SFT Memorizes, RL Generalizes: A Comparative Study of Foundation Model Post-training

AI-generated keywords: Generalization Memorization Supervised Fine-Tuning Reinforcement Learning Foundation Models

AI-generated Key Points

  • Study by Tianzhe Chu et al. compares effects of supervised fine-tuning (SFT) and reinforcement learning (RL) on model generalization capabilities
  • Focus on text-based rule variants and visual variants to explore impact of post-training techniques on generalization and memorization
  • Introduce GeneralPoints card game and V-IRL navigation environment for assessment
  • RL excels at generalizing across rule-based textual and visual variants with outcome-based reward system
  • SFT tends to memorize training data, struggles with out-of-distribution scenarios
  • RL enhances model's visual recognition capabilities, leading to improved generalization in visual domain
  • SFT crucial for effective RL training as it stabilizes model's output format for subsequent improvements
  • RL acquires generalizable knowledge in complex multi-modal tasks, highlighting adaptability to diverse scenarios
Also access our AI generated: Comprehensive summary, Lay summary, Blog-like article; or ask questions about this paper to our AI assistant.

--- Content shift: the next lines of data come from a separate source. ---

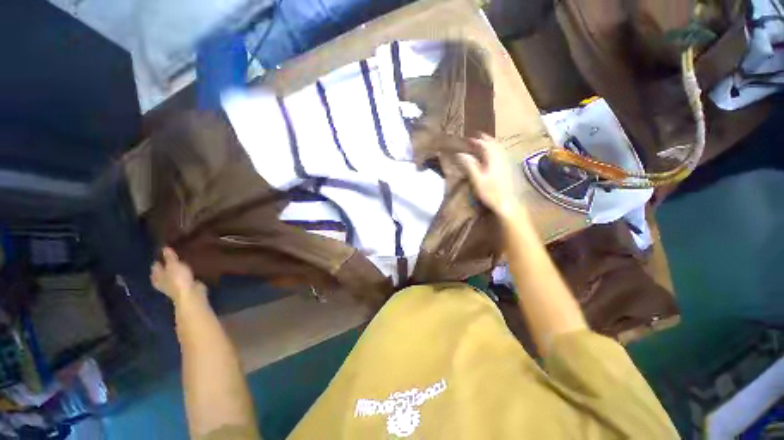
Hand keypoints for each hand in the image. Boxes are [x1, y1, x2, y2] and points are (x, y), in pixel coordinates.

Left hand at [151, 247, 206, 304]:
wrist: (191, 294)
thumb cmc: (178, 279)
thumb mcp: (174, 265)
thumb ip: (169, 257)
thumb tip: (164, 247)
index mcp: (157, 276)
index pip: (155, 266)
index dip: (159, 259)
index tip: (163, 252)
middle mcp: (163, 281)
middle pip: (162, 272)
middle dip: (165, 266)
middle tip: (171, 257)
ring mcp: (174, 285)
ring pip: (173, 275)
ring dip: (175, 270)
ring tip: (181, 262)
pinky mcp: (184, 287)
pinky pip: (183, 278)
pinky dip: (184, 274)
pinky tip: (189, 270)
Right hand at [457, 134, 525, 219]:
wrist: (508, 203)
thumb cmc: (490, 192)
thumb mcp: (477, 179)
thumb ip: (469, 165)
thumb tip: (461, 154)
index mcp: (493, 159)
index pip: (485, 145)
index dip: (477, 141)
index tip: (469, 139)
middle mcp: (502, 158)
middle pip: (494, 144)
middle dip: (486, 139)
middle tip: (479, 136)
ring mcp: (507, 163)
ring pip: (500, 148)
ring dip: (492, 144)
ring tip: (485, 142)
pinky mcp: (510, 168)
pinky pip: (503, 154)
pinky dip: (497, 150)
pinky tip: (494, 155)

Authors: Tianzhe Chu, Yuexiang Zhai, Jihan Yang, Shengbang Tong, Saining Xie, Dale Schuurmans, Quoc V. Le, Sergey Levine, Yi Ma

Website at https://tianzhechu.com/SFTvsRL
License: CC BY 4.0

Abstract: Supervised fine-tuning (SFT) and reinforcement learning (RL) are widely used post-training techniques for foundation models. However, their roles in enhancing model generalization capabilities remain unclear. This paper studies the difference between SFT and RL on generalization and memorization, focusing on text-based rule variants and visual variants. We introduce GeneralPoints, an arithmetic reasoning card game, and adopt V-IRL, a real-world navigation environment, to assess how models trained with SFT and RL generalize to unseen variants in both textual and visual domains. We show that RL, especially when trained with an outcome-based reward, generalizes across both rule-based textual and visual variants. SFT, in contrast, tends to memorize training data and struggles to generalize out-of-distribution scenarios. Further analysis reveals that RL improves the model's underlying visual recognition capabilities, contributing to its enhanced generalization in the visual domain. Despite RL's superior generalization, we show that SFT remains essential for effective RL training; SFT stabilizes the model's output format, enabling subsequent RL to achieve its performance gains. These findings demonstrates the capability of RL for acquiring generalizable knowledge in complex, multi-modal tasks.

Submitted to arXiv on 28 Jan. 2025

Ask questions about this paper to our AI assistant

You can also chat with multiple papers at once here.

AI assistant instructions?

Results of the summarizing process for the arXiv paper: 2501.17161v1

In the study "SFT Memorizes, RL Generalizes: A Comparative Study of Foundation Model Post-training," Tianzhe Chu et al. investigate the effects of supervised fine-tuning (SFT) and reinforcement learning (RL) on model generalization capabilities. The researchers focus on text-based rule variants and visual variants to explore how these post-training techniques impact generalization and memorization. To assess their impact, they introduce GeneralPoints, an arithmetic reasoning card game, and utilize V-IRL, a real-world navigation environment. The results show that RL excels at generalizing across rule-based textual and visual variants when trained with an outcome-based reward system. In contrast, SFT tends to memorize training data and struggles with out-of-distribution scenarios. Further analysis reveals that RL enhances the model's underlying visual recognition capabilities, leading to improved generalization in the visual domain. While RL shows superior performance in generalization, SFT remains crucial for effective RL training as it stabilizes the model's output format for subsequent improvements. This study highlights RL's ability to acquire generalizable knowledge in complex multi-modal tasks and sheds light on how SFT and RL affect foundation models' adaptability to diverse scenarios.
Created on 12 Feb. 2025

Assess the quality of the AI-generated content by voting

Score: 0

Why do we need votes?

Votes are used to determine whether we need to re-run our summarizing tools. If the count reaches -10, our tools can be restarted.

Similar papers summarized with our AI tools

Navigate through even more similar papers through a

tree representation

Look for similar papers (in beta version)

By clicking on the button above, our algorithm will scan all papers in our database to find the closest based on the contents of the full papers and not just on metadata. Please note that it only works for papers that we have generated summaries for and you can rerun it from time to time to get a more accurate result while our database grows.

Disclaimer: The AI-based summarization tool and virtual assistant provided on this website may not always provide accurate and complete summaries or responses. We encourage you to carefully review and evaluate the generated content to ensure its quality and relevance to your needs.